=== TASK DIRECTIONS ===
Your answer should be every line of the records that contains the word "tiles".
═══
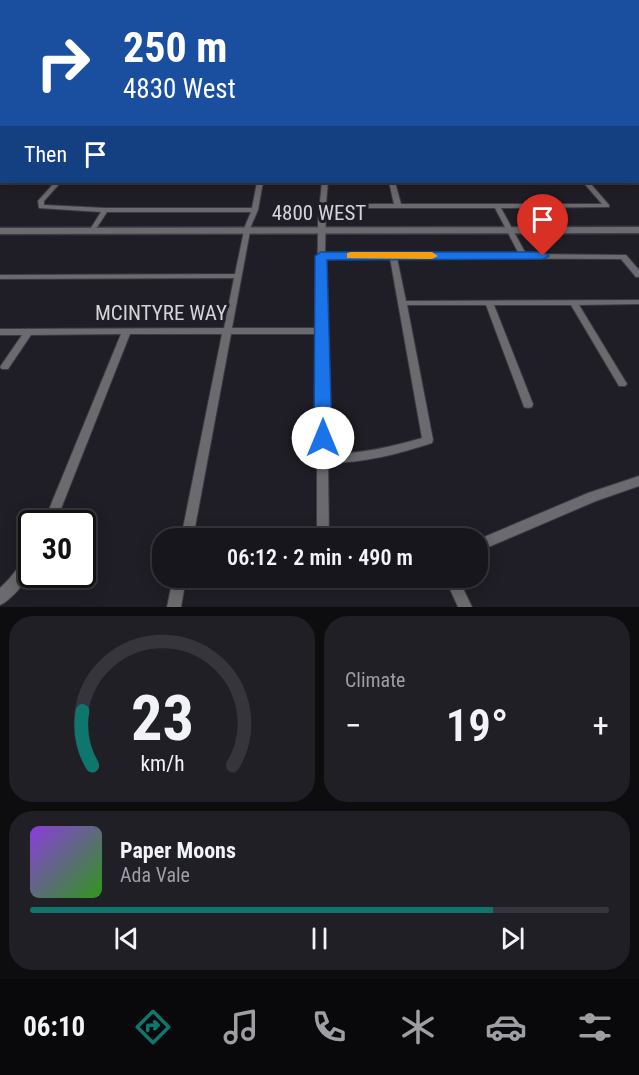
<!DOCTYPE html>
<html lang="en">
<head>
<meta charset="utf-8">
<style>
	:root { --surface:#17161c; --page:#201f25; --text:#f1f3f6; --muted:#9e9fa3; --line:#36353b; --accent:#0f766e }
	body { margin:0; font-family:"Roboto Condensed",sans-serif; background:var(--page); color:var(--text); height:100vh; display:flex; flex-direction:column; font-size:22px; white-space:nowrap }
	* { box-sizing:border-box; margin:0 }
	p { font-size:20px; color:var(--muted) }
	.icon { flex:none; width:33px; height:33px; fill:none; stroke:currentColor; stroke-width:2; stroke-linecap:round; stroke-linejoin:round }
	.map { position:relative; height:607px; overflow:hidden }
	.drawer { display:flex; flex-direction:column; gap:9px; padding:9px; background:#0d0c0f; flex:1 }
	.drawer>* { flex:none }
	.hud { position:absolute; left:0px; top:0px; width:639px; height:183px; box-shadow:0 3px 15px #0003,0 0 0 2px var(--line); background:#1a4fa0; color:#fff; overflow:hidden }
	.speed { position:absolute; left:18px; top:510px; display:flex; gap:12px; font-size:30px; font-weight:700; text-align:center }
	.speed>* { display:grid; place-content:center; width:78px; height:78px; border-radius:50%; background:var(--surface); box-shadow:0 3px 15px #0003,0 0 0 2px var(--line); line-height:1 }
	.speed .limit { border:3px solid #111; border-radius:9px; background:#fff; color:#111 }
	.pin { position:absolute; display:grid; place-items:center; width:51px; height:51px; color:#fff; margin:-62px -26px; border-radius:50% 50% 50% 0; rotate:-45deg; box-shadow:0 0 6px #0007 }
	.pin .icon { rotate:45deg }
	.me { position:absolute; width:66px; margin:-33px; rotate:0deg; stroke-linejoin:round; filter:drop-shadow(0 0 4px #0008) }
	.turn { display:flex; align-items:center; gap:21px; height:126px; padding:0 24px; font-size:27px }
	.turn .icon { width:78px; height:78px; stroke-width:2.5 }
	.turn b { display:block; font-size:42px; line-height:51px }
	.then { display:flex; align-items:center; height:57px; padding:0 24px; background:#0003; gap:12px; font-size:22px }
	.big { font-size:45px; font-weight:600; line-height:1.1 }
	.drawer .tile { flex:1; display:flex; flex-direction:column; justify-content:center; gap:9px; min-width:0; padding:0 21px; border-radius:24px; background:var(--page) }
	.drawer .dial { align-items:center; gap:0 }
	.dial svg { height:156px; overflow:visible; fill:none; stroke:var(--line); stroke-width:7; stroke-linecap:round; text-anchor:middle }
	.dial text { fill:var(--text); stroke:none }
	.song { display:flex; align-items:center; gap:18px }
	.cover { width:72px; height:72px; border-radius:9px; background:linear-gradient(135deg,hsl(270 70% 55%),hsl(110 70% 35%)) }
	.played { height:6px; border-radius:3px; background:linear-gradient(90deg,var(--accent) 80%,var(--line) 80%) }
	.keys { display:flex; justify-content:space-around; direction:ltr }
	.heat { display:flex; justify-content:space-between; align-items:center; font-size:33px; direction:ltr }
	.drawer .tiles { flex:1; display:grid; gap:9px; grid-template-columns:1fr 1fr }
	.tile:last-child { grid-column:span 2 }
	.trip { position:absolute; left:152px; top:528px; width:336px; height:60px; border-radius:24px; background:var(--surface); box-shadow:0 3px 15px #0003,0 0 0 2px var(--line); font-weight:600; line-height:60px; text-align:center }
	.tab-bar { display:flex; height:96px; justify-content:space-around; align-items:center; background:#09090b; color:var(--muted) }
	.tab-bar .icon { width:42px; height:42px }
	.tab-bar .current { color:var(--accent) }
	.tab-bar b { font-size:27px; color:var(--text) }
	.map>svg:first-child { display:block }
	.lines { fill:none; stroke-linecap:round; stroke-linejoin:round }
	.minor-casing { stroke:#3c3b43; stroke-width:2 }
	.tertiary-casing { stroke:#3c3b43; stroke-width:3 }
	.minor { fill:#6a6a6f; fill-rule:evenodd }
	.tertiary { fill:#6a6a6f; fill-rule:evenodd }
	.route { fill:#1a73e8; stroke:#114b97; stroke-width:1.5 }
	.slow { fill:#f59e0b }
	.labels { text-anchor:middle; dominant-baseline:central; stroke-width:6; stroke-linejoin:round; paint-order:stroke }
	.street-label { font-size:21px; fill:#d3d3d9; stroke:#1f1e26 }
</style>
</head>
<body>
<div class="map">
<svg width="639" height="607" viewBox="0 0 639 607">
	<rect width="100%" height="100%" fill="#1f1e26"/>
	<g class="lines">
		<g class="minor-casing">
			<g id="minor">
				<rect x="638" y="91" width="1" height="2"/>
				<rect x="0" y="95" width="2" height="2"/>
				<rect x="0" y="109" width="2" height="2"/>
				<rect x="638" y="118" width="1" height="3"/>
				<rect x="0" y="124" width="2" height="2"/>
				<path d="M638 148H639V152L638 151Z"/>
				<path d="M55 182H61L44 201V205L105 208H252L257 182H263L258 210 251 226 232 328H317L318 221 322 182H328L326 204H394L389 182H395L401 204H602L583 182H589L609 205V207L501 208 526 254 623 255H626L639 270V277H636L621 259 397 258 406 301 639 300V304L579 305 627 384 625 386H619L571 305H494L533 404 532 407 528 408 524 407 523 404 486 305H407L433 440 432 443C398 454 364 463 328 463L329 538H317V334H231L193 538H181L222 334H130L55 524H43L121 334 31 335 8 369H2L0 367 22 335H0V329L224 328 234 278 0 279V275L235 274 245 226 251 212H107L94 232 92 233 89 231 101 212 39 208 38 201ZM326 208H495L519 254H325ZM325 258H390L422 438C391 447 360 454 328 454Z"/>
				<path d="M639 476V486L596 501 477 552V540L588 493Z"/>
				<path d="M32 555C32 561 33 569 30 574 25 583 10 601 0 605V588L9 579 27 557Z"/>
				<path d="M173 578H186L181 607H167Z"/>
				<path d="M445 578H458L472 607H458Z"/>
			</g>
		</g>
		<g class="tertiary-casing">
			<path id="tertiary" d="M639 227V233L0 234V228Z"/>
		</g>
		<use href="#minor" class="minor"/>
		<use href="#tertiary" class="tertiary"/>
	</g>
	<linearGradient id="sky" x2="0" y2="1"><stop stop-color="#111015"/><stop offset="0.5" stop-color="#3c4152"/><stop offset="1" stop-color="#3c4152" stop-opacity="0"/></linearGradient>
	<rect width="639" height="170" fill="url(#sky)"/>
	<path class="route" d="M321 252H543L549 256 543 259 327 260 332 438 329 443 323 445 316 443 314 438 315 256Z"/>
	<path class="slow" d="M351 252H432L438 256 432 259 347 258V253Z"/>
	<g class="labels">
		<g class="street-label">
			<text x="319" y="213">4800 WEST</text>
			<text x="161" y="313">MCINTYRE WAY</text>
		</g>
	</g>
</svg>
<div class="speed"><div class="limit">30</div></div>
<div class="pin" style="left:543px;top:256px;background:#d93025"><svg class="icon" aria-label="arrive" viewBox="0 0 24 24"><path d="M6 21V4h12l-3 4 3 4H6"/></svg></div>
<svg class="me" style="left:323px;top:438px" viewBox="-20 -20 40 40"><circle r="19" fill="#fff"/><path d="M0-13L10 11 0 6-10 11z" fill="#1a73e8"/></svg>
<div class="trip">06:12 · 2 min · 490 m</div>
<div class="hud">
<div class="turn"><svg class="icon" aria-label="right" viewBox="0 0 24 24"><path d="M7 20v-9h11M14 6l5 5-5 5"/></svg><div><b>250 m</b>4830 West</div></div>
<div class="then">Then<svg class="icon" aria-label="arrive" viewBox="0 0 24 24"><path d="M6 21V4h12l-3 4 3 4H6"/></svg></div>
</div>
</div>
<section class="drawer">
<div class="tiles">
<div class="tile dial"><svg viewBox="0 0 100 80">
<path d="M14 69A42 42 0 1 1 86 69"/>
<path d="M14 69A42 42 0 0 1 9 41" stroke="#0f766e"/>
<text x="50" y="56" font-size="32" font-weight="700">23</text>
<text x="50" y="72" font-size="11">km/h</text>
</svg></div>
<div class="tile"><p>Climate</p>
<div class="heat"><a>−</a><b class="big">19°</b><a>+</a></div>
</div>
<div class="tile">
<div class="song"><i class="cover"></i><div><b>Paper Moons</b><p>Ada Vale</p></div></div>
<div class="played"></div>
<div class="keys"><svg class="icon" aria-label="previous" viewBox="0 0 24 24"><path d="M18 5L8 12l10 7zM5 5v14"/></svg><svg class="icon" aria-label="pause" viewBox="0 0 24 24"><path d="M8 5v14M16 5v14"/></svg><svg class="icon" aria-label="next" viewBox="0 0 24 24"><path d="M6 5l10 7-10 7zM19 5v14"/></svg></div>
</div>
</div>
</section>
<nav class="tab-bar">
<b>06:10</b>
<svg class="icon current" aria-label="directions" viewBox="0 0 24 24"><path d="M12 3l9 9-9 9-9-9zM9 14v-3h6M13 9l2 2-2 2"/></svg>
<svg class="icon" aria-label="music" viewBox="0 0 24 24"><path d="M9 18V5l10-2v13"/><circle cx="6" cy="18" r="3"/><circle cx="16" cy="16" r="3"/></svg>
<svg class="icon" aria-label="phone" viewBox="0 0 24 24"><path d="M5 4h4l2 5-3 2q2 4 5 5l2-3 5 2v4C11 20 4 13 5 4z"/></svg>
<svg class="icon" aria-label="climate" viewBox="0 0 24 24"><path d="M12 3v18M4 7l16 10M4 17L20 7"/></svg>
<svg class="icon" aria-label="car" viewBox="0 0 24 24"><path d="M5 17H2v-5l4-1 3-4h7l3 4 3 1v5h-3M9 17h6M6 11h13"/><circle cx="7" cy="17" r="2"/><circle cx="17" cy="17" r="2"/></svg>
<svg class="icon" aria-label="filters" viewBox="0 0 24 24"><path d="M4 7h16M4 17h16"/><circle cx="9" cy="7" r="2"/><circle cx="15" cy="17" r="2"/></svg>
</nav>
</body>
</html>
═══
=== TASK OUTPUT ===
	.drawer .tiles { flex:1; display:grid; gap:9px; grid-template-columns:1fr 1fr }
<div class="tiles">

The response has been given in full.